Winter solstice marks a new beginning and the renewal of life in nature and among people. The event is celebrated among original peoples through the performance of rituals and spiritual ceremonies of renewal and purification to celebrate as the sun approaches the Earth which signals the time when a new planting begins.
It is the most numerous indigenous people in Chile, representing 78% of those who identify themselves as indigenous. The Mapuche People today are located from the Biobío River and its tributary, the Queuco River, to the north (Biobío region), to Chiloé (Los Lagos region), to the south.
The Mapuche worldview is rich and diverse, and is related to the ordering of the world, the forms of material and symbolic expression that is expressed in rites, ceremonies and in nature.

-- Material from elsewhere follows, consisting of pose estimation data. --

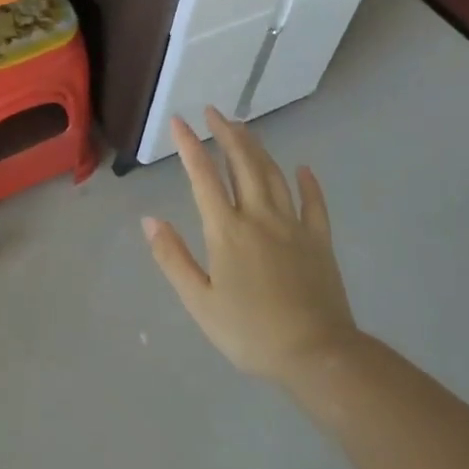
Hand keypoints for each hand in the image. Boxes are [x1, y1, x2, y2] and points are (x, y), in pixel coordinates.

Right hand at [145, 107, 358, 385]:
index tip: (179, 121)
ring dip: (256, 148)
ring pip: (272, 175)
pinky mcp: (318, 241)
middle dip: (226, 134)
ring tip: (243, 128)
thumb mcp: (199, 302)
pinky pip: (314, 203)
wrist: (317, 356)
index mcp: (226, 230)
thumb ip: (173, 257)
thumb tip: (149, 219)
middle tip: (214, 112)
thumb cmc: (251, 332)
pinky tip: (303, 168)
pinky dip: (308, 183)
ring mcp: (292, 226)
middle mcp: (259, 216)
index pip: (203, 176)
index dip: (189, 146)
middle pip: (241, 163)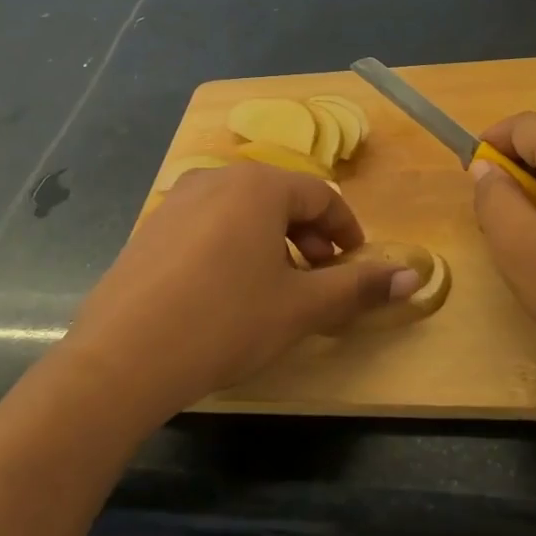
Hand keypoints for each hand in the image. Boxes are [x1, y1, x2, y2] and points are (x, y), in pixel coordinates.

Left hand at [67, 163, 419, 416]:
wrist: (122, 357)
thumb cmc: (225, 322)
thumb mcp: (301, 307)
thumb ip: (358, 287)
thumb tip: (413, 276)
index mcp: (258, 186)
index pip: (321, 195)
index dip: (347, 231)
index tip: (356, 266)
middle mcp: (216, 179)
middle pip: (280, 198)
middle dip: (310, 237)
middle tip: (322, 280)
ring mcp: (176, 201)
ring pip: (243, 212)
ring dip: (272, 243)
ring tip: (277, 288)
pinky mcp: (151, 229)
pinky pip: (208, 226)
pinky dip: (234, 248)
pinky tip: (228, 292)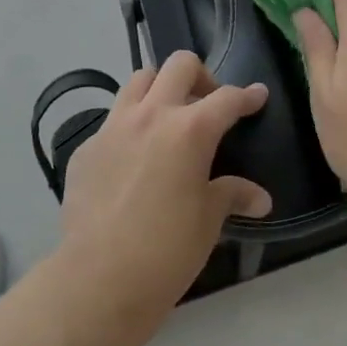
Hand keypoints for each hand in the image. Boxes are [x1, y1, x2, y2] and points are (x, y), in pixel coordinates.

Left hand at [58, 51, 272, 314]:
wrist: (99, 279)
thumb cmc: (168, 249)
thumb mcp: (209, 219)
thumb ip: (232, 195)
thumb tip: (260, 199)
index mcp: (190, 129)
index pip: (227, 98)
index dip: (248, 96)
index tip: (257, 95)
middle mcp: (151, 116)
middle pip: (179, 66)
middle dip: (201, 76)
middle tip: (208, 103)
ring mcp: (113, 128)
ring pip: (138, 80)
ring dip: (159, 89)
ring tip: (168, 118)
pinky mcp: (86, 149)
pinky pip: (112, 121)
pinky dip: (129, 127)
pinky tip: (133, 159)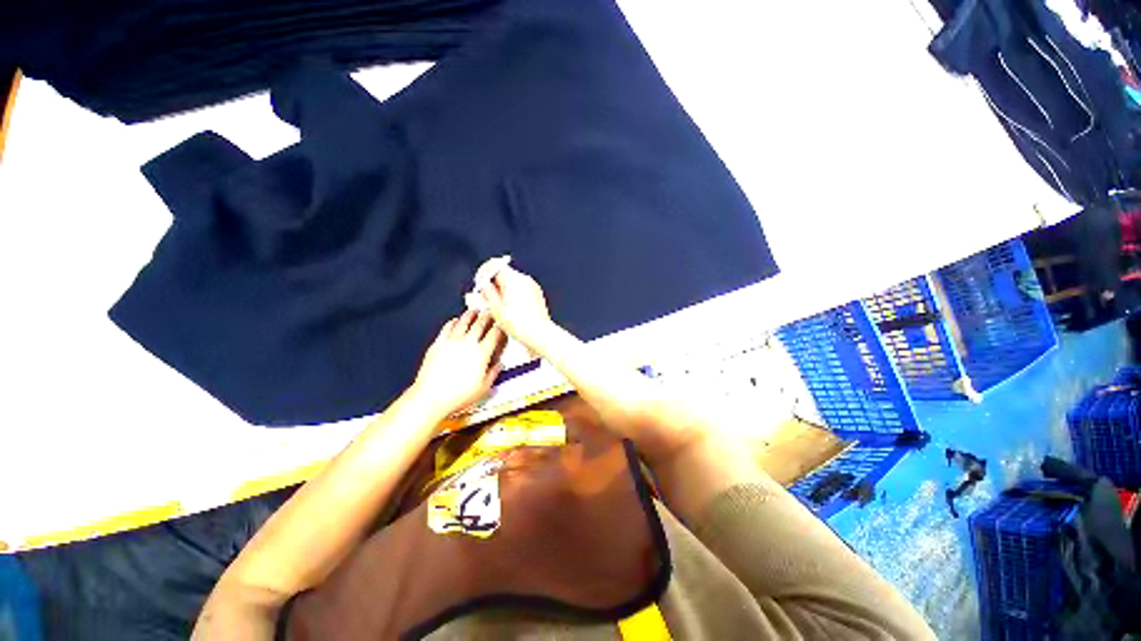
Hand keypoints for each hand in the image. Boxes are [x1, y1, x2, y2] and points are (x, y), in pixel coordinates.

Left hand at [409, 310, 505, 416]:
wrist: (431, 397)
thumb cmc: (457, 395)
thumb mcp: (483, 388)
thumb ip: (493, 373)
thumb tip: (499, 365)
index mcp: (481, 353)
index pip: (494, 335)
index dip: (500, 328)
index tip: (502, 325)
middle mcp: (468, 344)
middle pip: (480, 324)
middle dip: (487, 317)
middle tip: (490, 312)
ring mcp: (452, 342)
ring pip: (463, 322)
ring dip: (470, 315)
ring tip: (474, 311)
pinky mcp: (438, 344)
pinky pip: (447, 328)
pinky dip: (452, 322)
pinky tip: (455, 321)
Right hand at [478, 265, 553, 350]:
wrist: (540, 333)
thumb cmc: (518, 324)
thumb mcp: (496, 309)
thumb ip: (487, 292)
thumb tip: (484, 284)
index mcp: (512, 279)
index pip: (494, 265)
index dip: (484, 273)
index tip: (479, 282)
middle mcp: (524, 279)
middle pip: (504, 273)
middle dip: (493, 282)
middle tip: (485, 296)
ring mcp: (532, 285)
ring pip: (513, 281)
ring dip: (503, 288)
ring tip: (497, 304)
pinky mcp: (537, 293)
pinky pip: (522, 288)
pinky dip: (513, 293)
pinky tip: (510, 307)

The Mapuche cultural heritage is very vast. In its immaterial form, it is constituted, among other aspects, by the Mapuzungun language, by knowledge of nature and the relationship between men, orality, and spiritual and healing practices, as well as by religious practices and beliefs.
Wiñoy Tripantu
is the Mapuche celebration of the return of the sun and is sometimes called the Mapuche New Year. It takes place on the June solstice (the Winter solstice in the Southern Hemisphere), the shortest day of the year in the indigenous home of the Mapuche people. Frequently, We Tripantu (Mapudungun tr: new year) is used as a synonym for Wiñoy Tripantu, but some speakers of the Mapuche language Mapudungun use We Tripantu to refer to the New Year of the Gregorian calendar (January 1) and Wiñoy Tripantu for the celebration of the June solstice.
Many variations of the term Wiñoy Tripantu exist, such as Wiñol xipantu, Wvñol xipantu, Wiñol Txipantu and Wüñoy Tripantü.
Wiñoy Tripantu is celebrated with a ceremony on the shortest day of the year, during which various families or even various communities may come together to celebrate communally. All members of the community have a participatory role in the ceremony, which may involve songs, dances, a communal meal, and offerings to the land. Typically, a wood fire is lit, which traditionally is kept burning until sunrise the following day. Elders of the family or community tell stories with philosophical, cultural, and political undertones, as a method of transmitting Mapuche culture and history from one generation to the next. The ceremony ends with a communal breakfast.
Although Wiñoy Tripantu has been celebrated in Wallmapu (now southern Argentina and Chile) for centuries, it has seen a particular revival since the late twentieth century, associated with a broader revival of Mapuche cultural practices and land claims.